◆ **Data for analysis**
= Beginning of Section =
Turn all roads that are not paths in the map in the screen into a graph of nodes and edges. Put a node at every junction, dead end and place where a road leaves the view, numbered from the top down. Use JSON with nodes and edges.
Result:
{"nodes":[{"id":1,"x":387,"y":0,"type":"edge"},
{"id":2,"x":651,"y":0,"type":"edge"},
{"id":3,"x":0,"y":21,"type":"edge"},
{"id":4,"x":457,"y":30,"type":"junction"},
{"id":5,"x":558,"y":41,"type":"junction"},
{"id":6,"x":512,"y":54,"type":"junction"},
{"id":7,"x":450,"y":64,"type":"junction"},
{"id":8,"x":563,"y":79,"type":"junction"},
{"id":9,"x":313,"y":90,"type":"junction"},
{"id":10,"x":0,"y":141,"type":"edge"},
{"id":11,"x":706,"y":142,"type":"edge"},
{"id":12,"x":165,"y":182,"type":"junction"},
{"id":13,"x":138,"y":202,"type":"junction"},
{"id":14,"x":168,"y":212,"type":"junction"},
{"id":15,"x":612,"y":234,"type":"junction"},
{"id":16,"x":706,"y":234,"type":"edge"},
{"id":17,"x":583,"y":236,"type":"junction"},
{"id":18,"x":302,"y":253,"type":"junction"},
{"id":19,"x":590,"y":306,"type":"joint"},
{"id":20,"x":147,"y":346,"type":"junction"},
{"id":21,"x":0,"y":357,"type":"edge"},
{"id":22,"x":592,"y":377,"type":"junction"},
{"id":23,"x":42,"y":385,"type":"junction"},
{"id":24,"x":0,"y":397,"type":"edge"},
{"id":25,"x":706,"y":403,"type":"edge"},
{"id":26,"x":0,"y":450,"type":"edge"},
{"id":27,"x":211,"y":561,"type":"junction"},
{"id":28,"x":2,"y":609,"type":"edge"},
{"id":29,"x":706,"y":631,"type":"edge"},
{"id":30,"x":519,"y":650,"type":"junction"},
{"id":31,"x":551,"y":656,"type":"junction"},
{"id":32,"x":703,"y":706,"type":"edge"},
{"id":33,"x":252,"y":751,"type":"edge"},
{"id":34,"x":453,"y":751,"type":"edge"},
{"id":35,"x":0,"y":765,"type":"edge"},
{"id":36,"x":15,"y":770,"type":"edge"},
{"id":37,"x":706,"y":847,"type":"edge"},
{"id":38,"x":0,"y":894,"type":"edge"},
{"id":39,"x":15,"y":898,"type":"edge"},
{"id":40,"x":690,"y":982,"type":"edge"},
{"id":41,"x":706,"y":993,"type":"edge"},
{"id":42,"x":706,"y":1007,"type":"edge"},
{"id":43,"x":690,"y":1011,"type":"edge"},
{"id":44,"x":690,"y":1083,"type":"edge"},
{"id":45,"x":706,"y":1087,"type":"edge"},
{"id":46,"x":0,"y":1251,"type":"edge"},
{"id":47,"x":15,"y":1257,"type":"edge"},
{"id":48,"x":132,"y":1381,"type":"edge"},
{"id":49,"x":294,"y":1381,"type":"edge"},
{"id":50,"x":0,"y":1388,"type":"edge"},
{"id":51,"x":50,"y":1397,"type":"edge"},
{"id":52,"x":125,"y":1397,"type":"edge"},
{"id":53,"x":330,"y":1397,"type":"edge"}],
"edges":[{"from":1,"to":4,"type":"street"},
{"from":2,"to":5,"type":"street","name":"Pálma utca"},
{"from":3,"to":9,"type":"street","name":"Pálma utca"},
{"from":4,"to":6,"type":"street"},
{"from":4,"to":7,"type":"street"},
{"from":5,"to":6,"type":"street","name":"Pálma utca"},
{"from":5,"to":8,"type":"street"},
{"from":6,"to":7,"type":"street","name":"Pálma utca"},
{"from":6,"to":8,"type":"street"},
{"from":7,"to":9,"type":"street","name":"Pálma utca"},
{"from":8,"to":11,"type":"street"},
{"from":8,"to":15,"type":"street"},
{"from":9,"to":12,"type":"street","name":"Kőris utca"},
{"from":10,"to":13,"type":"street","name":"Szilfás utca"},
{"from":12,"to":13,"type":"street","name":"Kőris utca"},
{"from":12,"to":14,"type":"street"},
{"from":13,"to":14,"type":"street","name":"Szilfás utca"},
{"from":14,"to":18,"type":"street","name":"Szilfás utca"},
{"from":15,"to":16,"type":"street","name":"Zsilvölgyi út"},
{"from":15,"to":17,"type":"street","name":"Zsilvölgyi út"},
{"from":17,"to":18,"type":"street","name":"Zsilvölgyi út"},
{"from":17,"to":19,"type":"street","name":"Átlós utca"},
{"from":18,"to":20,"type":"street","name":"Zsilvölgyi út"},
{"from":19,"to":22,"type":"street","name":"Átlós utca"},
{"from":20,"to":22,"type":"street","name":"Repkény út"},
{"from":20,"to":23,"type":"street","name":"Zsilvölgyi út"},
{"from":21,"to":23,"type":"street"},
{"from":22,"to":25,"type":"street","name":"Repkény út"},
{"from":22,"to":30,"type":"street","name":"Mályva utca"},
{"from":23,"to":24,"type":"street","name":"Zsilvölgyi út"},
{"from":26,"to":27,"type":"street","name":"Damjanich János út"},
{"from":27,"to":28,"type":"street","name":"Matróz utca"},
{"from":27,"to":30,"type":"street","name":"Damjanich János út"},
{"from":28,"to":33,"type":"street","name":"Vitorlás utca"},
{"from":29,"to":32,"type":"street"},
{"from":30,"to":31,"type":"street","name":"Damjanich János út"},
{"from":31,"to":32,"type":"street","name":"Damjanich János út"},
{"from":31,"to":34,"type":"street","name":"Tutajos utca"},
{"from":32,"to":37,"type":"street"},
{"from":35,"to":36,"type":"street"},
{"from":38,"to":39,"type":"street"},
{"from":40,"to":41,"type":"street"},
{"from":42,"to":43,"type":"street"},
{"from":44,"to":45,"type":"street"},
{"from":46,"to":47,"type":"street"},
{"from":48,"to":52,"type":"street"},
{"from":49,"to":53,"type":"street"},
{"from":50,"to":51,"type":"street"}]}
= End of Section =
◆ **Task**
Reproduce every record word for word.

◆ **Answer for this exercise**
Turn all roads that are not paths in the map in the screen into a graph of nodes and edges. Put a node at every junction, dead end and place where a road leaves the view, numbered from the top down. Use JSON with nodes and edges.
Result:
{"nodes":[{"id":1,"x":387,"y":0,"type":"edge"},
{"id":2,"x":651,"y":0,"type":"edge"},
{"id":3,"x":0,"y":21,"type":"edge"},
{"id":4,"x":457,"y":30,"type":"junction"},
{"id":5,"x":558,"y":41,"type":"junction"},
{"id":6,"x":512,"y":54,"type":"junction"},
{"id":7,"x":450,"y":64,"type":"junction"},
{"id":8,"x":563,"y":79,"type":"junction"},
{"id":9,"x":313,"y":90,"type":"junction"},
{"id":10,"x":0,"y":141,"type":"edge"},
{"id":11,"x":706,"y":142,"type":"edge"},
{"id":12,"x":165,"y":182,"type":"junction"},
{"id":13,"x":138,"y":202,"type":"junction"},
{"id":14,"x":168,"y":212,"type":"junction"},
{"id":15,"x":612,"y":234,"type":"junction"},
{"id":16,"x":706,"y":234,"type":"edge"},
{"id":17,"x":583,"y":236,"type":"junction"},
{"id":18,"x":302,"y":253,"type":"junction"},
{"id":19,"x":590,"y":306,"type":"joint"},
{"id":20,"x":147,"y":346,"type":"junction"},
{"id":21,"x":0,"y":357,"type":"edge"},
{"id":22,"x":592,"y":377,"type":"junction"},
{"id":23,"x":42,"y":385,"type":"junction"},
{"id":24,"x":0,"y":397,"type":"edge"},
{"id":25,"x":706,"y":403,"type":"edge"},
{"id":26,"x":0,"y":450,"type":"edge"},
{"id":27,"x":211,"y":561,"type":"junction"},
{"id":28,"x":2,"y":609,"type":"edge"},
{"id":29,"x":706,"y":631,"type":"edge"},
{"id":30,"x":519,"y":650,"type":"junction"},
{"id":31,"x":551,"y":656,"type":"junction"},
{"id":32,"x":703,"y":706,"type":"edge"},
{"id":33,"x":252,"y":751,"type":"edge"},
{"id":34,"x":453,"y":751,"type":"edge"},
{"id":35,"x":0,"y":765,"type":"edge"},
{"id":36,"x":15,"y":770,"type":"edge"},
{"id":37,"x":706,"y":847,"type":"edge"},
{"id":38,"x":0,"y":894,"type":"edge"},
{"id":39,"x":15,"y":898,"type":"edge"},
{"id":40,"x":690,"y":982,"type":"edge"},
{"id":41,"x":706,"y":993,"type":"edge"},
{"id":42,"x":706,"y":1007,"type":"edge"},
{"id":43,"x":690,"y":1011,"type":"edge"},
{"id":44,"x":690,"y":1083,"type":"edge"},
{"id":45,"x":706,"y":1087,"type":"edge"},
{"id":46,"x":0,"y":1251,"type":"edge"},
{"id":47,"x":15,"y":1257,"type":"edge"},
{"id":48,"x":132,"y":1381,"type":"edge"},
{"id":49,"x":294,"y":1381,"type":"edge"},
{"id":50,"x":0,"y":1388,"type":"edge"},
{"id":51,"x":50,"y":1397,"type":"edge"},
{"id":52,"x":125,"y":1397,"type":"edge"},
{"id":53,"x":330,"y":1397,"type":"edge"}],
"edges":[{"from":1,"to":4,"type":"street"},
{"from":2,"to":5,"type":"street","name":"Pálma utca"},
{"from":3,"to":9,"type":"street","name":"Pálma utca"},
{"from":4,"to":6,"type":"street"},
{"from":4,"to":7,"type":"street"},
{"from":5,"to":6,"type":"street","name":"Pálma utca"},
{"from":5,"to":8,"type":"street"},
{"from":6,"to":7,"type":"street","name":"Pálma utca"},
{"from":6,"to":8,"type":"street"},
{"from":7,"to":9,"type":"street","name":"Pálma utca"},
{"from":8,"to":11,"type":"street"},
{"from":8,"to":15,"type":"street"},
{"from":9,"to":12,"type":"street","name":"Kőris utca"},
{"from":10,"to":13,"type":"street","name":"Szilfás utca"},
{"from":12,"to":13,"type":"street","name":"Kőris utca"},
{"from":12,"to":14,"type":"street"},
{"from":13,"to":14,"type":"street","name":"Szilfás utca"},
{"from":14,"to":18,"type":"street","name":"Szilfás utca"},
{"from":15,"to":16,"type":"street","name":"Zsilvölgyi út"},
{"from":15,"to":17,"type":"street","name":"Zsilvölgyi út"},
{"from":17,"to":18,"type":"street","name":"Zsilvölgyi út"},
{"from":17,"to":19,"type":"street","name":"Átlós utca"},
{"from":18,"to":20,"type":"street","name":"Zsilvölgyi út"},
{"from":19,"to":22,"type":"street","name":"Átlós utca"},
{"from":20,"to":22,"type":"street","name":"Repkény út"},
{"from":20,"to":23,"type":"street","name":"Zsilvölgyi út"},
{"from":21,"to":23,"type":"street"},
{"from":22,"to":25,"type":"street","name":"Repkény út"},
{"from":22,"to":30,"type":"street","name":"Mályva utca"},
{"from":23,"to":24,"type":"street","name":"Zsilvölgyi út"},
{"from":26,"to":27,"type":"street","name":"Damjanich János út"},
{"from":27,"to":28,"type":"street","name":"Matróz utca"},
{"from":27,"to":30,"type":"street","name":"Damjanich János út"},
{"from":28,"to":33,"type":"street","name":"Vitorlás utca"},
{"from":29,"to":32,"type":"street"},
{"from":30,"to":31,"type":"street","name":"Damjanich János út"},
{"from":31,"to":32,"type":"street","name":"Damjanich János út"},
{"from":31,"to":34,"type":"street","name":"Tutajos utca"},
{"from":32,"to":37,"type":"street"},
{"from":35,"to":36,"type":"street"},
{"from":38,"to":39,"type":"street"},
{"from":40,"to":41,"type":"street"},
{"from":42,"to":43,"type":"street"},
{"from":44,"to":45,"type":"street"},
{"from":46,"to":47,"type":"street"},
{"from":48,"to":52,"type":"street"},
{"from":49,"to":53,"type":"street"},
{"from":50,"to":51,"type":"street"}]}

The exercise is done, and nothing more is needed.